**WHAT THE TASK REQUIRES**
The full listing below is to be written out exactly.
== SOURCE MATERIAL ==
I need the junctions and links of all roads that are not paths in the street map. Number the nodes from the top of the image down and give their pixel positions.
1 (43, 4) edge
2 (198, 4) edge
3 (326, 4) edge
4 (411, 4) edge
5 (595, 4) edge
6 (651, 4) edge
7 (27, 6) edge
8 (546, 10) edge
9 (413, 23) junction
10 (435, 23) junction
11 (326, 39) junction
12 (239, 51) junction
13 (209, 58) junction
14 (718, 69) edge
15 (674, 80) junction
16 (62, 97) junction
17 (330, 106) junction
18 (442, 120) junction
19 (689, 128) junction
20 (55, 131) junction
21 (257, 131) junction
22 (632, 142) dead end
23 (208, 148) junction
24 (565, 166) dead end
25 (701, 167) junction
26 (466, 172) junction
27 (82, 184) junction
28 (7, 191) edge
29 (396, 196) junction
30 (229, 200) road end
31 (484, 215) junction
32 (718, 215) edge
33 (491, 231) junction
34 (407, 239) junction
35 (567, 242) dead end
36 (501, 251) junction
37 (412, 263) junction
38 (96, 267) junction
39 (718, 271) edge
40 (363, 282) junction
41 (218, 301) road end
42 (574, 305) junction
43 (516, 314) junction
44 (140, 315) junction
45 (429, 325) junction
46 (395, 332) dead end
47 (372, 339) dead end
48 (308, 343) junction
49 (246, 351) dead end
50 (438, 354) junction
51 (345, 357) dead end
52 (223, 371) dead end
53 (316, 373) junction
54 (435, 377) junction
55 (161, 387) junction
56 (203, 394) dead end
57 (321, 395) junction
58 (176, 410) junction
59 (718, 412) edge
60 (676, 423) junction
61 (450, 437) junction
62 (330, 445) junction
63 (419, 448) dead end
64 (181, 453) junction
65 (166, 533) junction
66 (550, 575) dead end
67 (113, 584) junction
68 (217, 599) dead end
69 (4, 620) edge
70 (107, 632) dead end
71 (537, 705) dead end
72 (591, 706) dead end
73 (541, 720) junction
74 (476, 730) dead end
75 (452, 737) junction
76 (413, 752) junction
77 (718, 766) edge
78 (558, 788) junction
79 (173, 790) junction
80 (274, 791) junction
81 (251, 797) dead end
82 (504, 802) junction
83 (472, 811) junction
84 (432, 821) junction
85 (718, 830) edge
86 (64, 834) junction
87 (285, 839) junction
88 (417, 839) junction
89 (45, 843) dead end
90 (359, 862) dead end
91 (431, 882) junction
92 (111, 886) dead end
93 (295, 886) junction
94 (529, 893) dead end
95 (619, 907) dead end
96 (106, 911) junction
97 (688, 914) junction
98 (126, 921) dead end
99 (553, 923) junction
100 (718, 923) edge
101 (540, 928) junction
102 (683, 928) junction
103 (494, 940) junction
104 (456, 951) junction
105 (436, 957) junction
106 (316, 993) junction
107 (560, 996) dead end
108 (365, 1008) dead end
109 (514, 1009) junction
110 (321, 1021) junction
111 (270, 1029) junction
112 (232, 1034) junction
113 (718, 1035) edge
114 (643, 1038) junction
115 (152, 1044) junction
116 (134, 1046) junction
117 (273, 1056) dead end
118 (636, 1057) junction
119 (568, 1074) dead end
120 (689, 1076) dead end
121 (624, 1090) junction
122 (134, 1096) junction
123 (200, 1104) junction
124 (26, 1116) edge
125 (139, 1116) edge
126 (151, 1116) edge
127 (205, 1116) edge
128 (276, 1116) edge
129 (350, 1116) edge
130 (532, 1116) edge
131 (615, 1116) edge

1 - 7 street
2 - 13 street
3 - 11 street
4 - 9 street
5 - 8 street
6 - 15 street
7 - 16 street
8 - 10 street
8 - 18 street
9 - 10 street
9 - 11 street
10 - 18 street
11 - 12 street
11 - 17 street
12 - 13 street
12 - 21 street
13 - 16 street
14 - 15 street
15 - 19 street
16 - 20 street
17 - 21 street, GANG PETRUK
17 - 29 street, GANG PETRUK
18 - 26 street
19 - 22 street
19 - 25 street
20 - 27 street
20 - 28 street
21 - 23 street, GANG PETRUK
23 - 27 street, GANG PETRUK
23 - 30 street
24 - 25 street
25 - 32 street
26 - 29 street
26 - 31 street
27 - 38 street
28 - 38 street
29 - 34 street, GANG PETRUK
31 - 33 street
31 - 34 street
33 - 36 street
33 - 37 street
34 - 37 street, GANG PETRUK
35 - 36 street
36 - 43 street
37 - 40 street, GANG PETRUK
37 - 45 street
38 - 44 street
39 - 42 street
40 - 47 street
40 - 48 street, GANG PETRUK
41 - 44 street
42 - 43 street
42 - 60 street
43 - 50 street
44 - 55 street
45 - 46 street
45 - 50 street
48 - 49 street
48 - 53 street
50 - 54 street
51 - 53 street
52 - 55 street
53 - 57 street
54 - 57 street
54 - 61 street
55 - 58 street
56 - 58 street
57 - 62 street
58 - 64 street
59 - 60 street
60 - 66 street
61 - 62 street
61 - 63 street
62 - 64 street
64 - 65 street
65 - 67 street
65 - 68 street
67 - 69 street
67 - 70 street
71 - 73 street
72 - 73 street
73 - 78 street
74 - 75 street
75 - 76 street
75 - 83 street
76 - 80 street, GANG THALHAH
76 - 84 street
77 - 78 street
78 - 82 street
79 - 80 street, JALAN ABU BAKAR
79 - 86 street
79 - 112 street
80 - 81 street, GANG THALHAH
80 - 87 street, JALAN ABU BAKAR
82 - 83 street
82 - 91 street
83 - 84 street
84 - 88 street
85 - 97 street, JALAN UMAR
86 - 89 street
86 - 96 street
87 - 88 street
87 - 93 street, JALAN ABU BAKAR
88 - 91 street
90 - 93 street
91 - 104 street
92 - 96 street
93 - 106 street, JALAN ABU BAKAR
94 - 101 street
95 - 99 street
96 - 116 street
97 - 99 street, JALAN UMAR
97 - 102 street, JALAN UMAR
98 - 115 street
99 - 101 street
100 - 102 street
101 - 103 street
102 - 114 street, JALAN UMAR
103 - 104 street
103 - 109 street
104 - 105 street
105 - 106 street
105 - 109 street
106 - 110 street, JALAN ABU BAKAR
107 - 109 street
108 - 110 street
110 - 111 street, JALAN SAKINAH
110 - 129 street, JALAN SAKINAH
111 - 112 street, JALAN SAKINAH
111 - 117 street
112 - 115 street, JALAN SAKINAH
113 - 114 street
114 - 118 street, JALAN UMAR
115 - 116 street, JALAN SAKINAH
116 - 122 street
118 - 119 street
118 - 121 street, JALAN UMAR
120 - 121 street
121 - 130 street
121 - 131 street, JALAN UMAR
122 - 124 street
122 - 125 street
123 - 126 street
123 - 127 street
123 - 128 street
===
**OUTPUT OF THE TASK**
I need the junctions and links of all roads that are not paths in the street map. Number the nodes from the top of the image down and give their pixel positions.
1 (43, 4) edge
2 (198, 4) edge
3 (326, 4) edge
4 (411, 4) edge
5 (595, 4) edge
6 (651, 4) edge
7 (27, 6) edge
8 (546, 10) edge
9 (413, 23) junction
10 (435, 23) junction
11 (326, 39) junction
12 (239, 51) junction
13 (209, 58) junction
14 (718, 69) edge
15 (674, 80) junction
16 (62, 97) junction
17 (330, 106) junction
18 (442, 120) junction
19 (689, 128) junction
20 (55, 131) junction
21 (257, 131) junction
22 (632, 142) dead end
23 (208, 148) junction
24 (565, 166) dead end
25 (701, 167) junction
26 (466, 172) junction
27 (82, 184) junction
28 (7, 191) edge
29 (396, 196) junction
30 (229, 200) road end
31 (484, 215) junction
32 (718, 215) edge
33 (491, 231) junction
34 (407, 239) junction
35 (567, 242) dead end
36 (501, 251) junction
37 (412, 263) junction
38 (96, 267) junction
39 (718, 271) edge
40 (363, 282) junction
41 (218, 301) road end
42 (574, 305) junction
43 (516, 314) junction
44 (140, 315) junction
45 (429, 325) junction
46 (395, 332) dead end
47 (372, 339) dead end
48 (308, 343) junction
49 (246, 351) dead end
50 (438, 354) junction
51 (345, 357) dead end
52 (223, 371) dead end
53 (316, 373) junction
54 (435, 377) junction
55 (161, 387) junction
56 (203, 394) dead end
57 (321, 395) junction
58 (176, 410) junction
59 (718, 412) edge
60 (676, 423) junction
61 (450, 437) junction
62 (330, 445) junction
63 (419, 448) dead end
64 (181, 453) junction
65 (166, 533) junction
66 (550, 575) dead end
67 (113, 584) junction
68 (217, 599) dead end
69 (4, 620) edge
70 (107, 632) dead end
71 (537, 705) dead end
72 (591, 706) dead end
73 (541, 720) junction
74 (476, 730) dead end
75 (452, 737) junction
76 (413, 752) junction
77 (718, 766) edge
78 (558, 788) junction
79 (173, 790) junction
80 (274, 791) junction
81 (251, 797) dead end
82 (504, 802) junction
83 (472, 811) junction
84 (432, 821) junction
85 (718, 830) edge
86 (64, 834) junction
87 (285, 839) junction
88 (417, 839) junction
89 (45, 843) dead end
90 (359, 862) dead end
91 (431, 882) junction
92 (111, 886) dead end
93 (295, 886) junction
94 (529, 893) dead end
95 (619, 907) dead end
96 (106, 911) junction
97 (688, 914) junction
98 (126, 921) dead end
99 (553, 923) junction
100 (718, 923) edge
101 (540, 928) junction
102 (683, 928) junction
103 (494, 940) junction
104 (456, 951) junction
105 (436, 957) junction
106 (316, 993) junction
107 (560, 996) dead end
108 (365, 1008) dead end
109 (514, 1009) junction
110 (321, 1021) junction
111 (270, 1029) junction
112 (232, 1034) junction
113 (718, 1035) edge
114 (643, 1038) junction
115 (152, 1044) junction
116 (134, 1046) junction
117 (273, 1056) dead end
118 (636, 1057) junction
119 (568, 1074) dead end
120 (689, 1076) dead end
121 (624, 1090) junction
122 (134, 1096) junction
123 (200, 1104) junction
124 (26, 1116) edge
125 (139, 1116) edge
126 (151, 1116) edge
127 (205, 1116) edge
128 (276, 1116) edge
129 (350, 1116) edge
130 (532, 1116) edge
131 (615, 1116) edge

1 - 7 street
2 - 13 street
3 - 11 street
4 - 9 street
5 - 8 street
6 - 15 street
7 - 16 street
8 - 10 street
8 - 18 street
9 - 10 street
9 - 11 street
10 - 18 street
11 - 12 street
11 - 17 street
12 - 13 street
12 - 21 street
13 - 16 street
14 - 15 street
15 - 19 street
16 - 20 street
17 - 21 street, GANG PETRUK
17 - 29 street, GANG PETRUK
18 - 26 street
19 - 22 street
19 - 25 street
20 - 27 street
20 - 28 street
21 - 23 street, GANG PETRUK
23 - 27 street, GANG PETRUK
23 - 30 street
24 - 25 street
25 - 32 street
26 - 29 street
26 - 31 street
27 - 38 street
28 - 38 street
29 - 34 street, GANG PETRUK
31 - 33 street
31 - 34 street
33 - 36 street
33 - 37 street
34 - 37 street, GANG PETRUK
35 - 36 street
36 - 43 street
37 - 40 street, GANG PETRUK
37 - 45 street
38 - 44 street
39 - 42 street
40 - 47 street
40 - 48 street, GANG PETRUK
41 - 44 street
42 - 43 street
42 - 60 street
43 - 50 street
44 - 55 street
45 - 46 street
45 - 50 street
48 - 49 street
48 - 53 street
50 - 54 street
51 - 53 street
52 - 55 street
53 - 57 street
54 - 57 street
54 - 61 street
55 - 58 street
56 - 58 street
57 - 62 street
58 - 64 street
59 - 60 street
60 - 66 street
61 - 62 street
61 - 63 street
62 - 64 street
64 - 65 street
65 - 67 street
65 - 68 street
67 - 69 street
67 - 70 street
71 - 73 street
72 - 73 street
73 - 78 street
74 - 75 street
75 - 76 street
75 - 83 street
76 - 80 street, GANG THALHAH
76 - 84 street
77 - 78 street
78 - 82 street
79 - 80 street, JALAN ABU BAKAR
79 - 86 street
79 - 112 street
80 - 81 street, GANG THALHAH
80 - 87 street, JALAN ABU BAKAR
82 - 83 street
82 - 91 street
83 - 84 street
84 - 88 street
85 - 97 street, JALAN UMAR
86 - 89 street
86 - 96 street
87 - 88 street
87 - 93 street, JALAN ABU BAKAR
88 - 91 street
90 - 93 street
91 - 104 street
92 - 96 street
93 - 106 street, JALAN ABU BAKAR
94 - 101 street
95 - 99 street
96 - 116 street
97 - 99 street, JALAN UMAR
97 - 102 street, JALAN UMAR
98 - 115 street
99 - 101 street
100 - 102 street
101 - 103 street
102 - 114 street, JALAN UMAR
103 - 104 street
103 - 109 street
104 - 105 street
105 - 106 street
105 - 109 street
106 - 110 street, JALAN ABU BAKAR
107 - 109 street
108 - 110 street
110 - 111 street, JALAN SAKINAH
110 - 129 street, JALAN SAKINAH
111 - 112 street, JALAN SAKINAH
111 - 117 street
112 - 115 street, JALAN SAKINAH
113 - 114 street
114 - 118 street, JALAN UMAR
115 - 116 street, JALAN SAKINAH
116 - 122 street
118 - 119 street
118 - 121 street, JALAN UMAR
120 - 121 street
121 - 130 street
121 - 131 street, JALAN UMAR
122 - 124 street
122 - 125 street
123 - 126 street
123 - 127 street
123 - 128 street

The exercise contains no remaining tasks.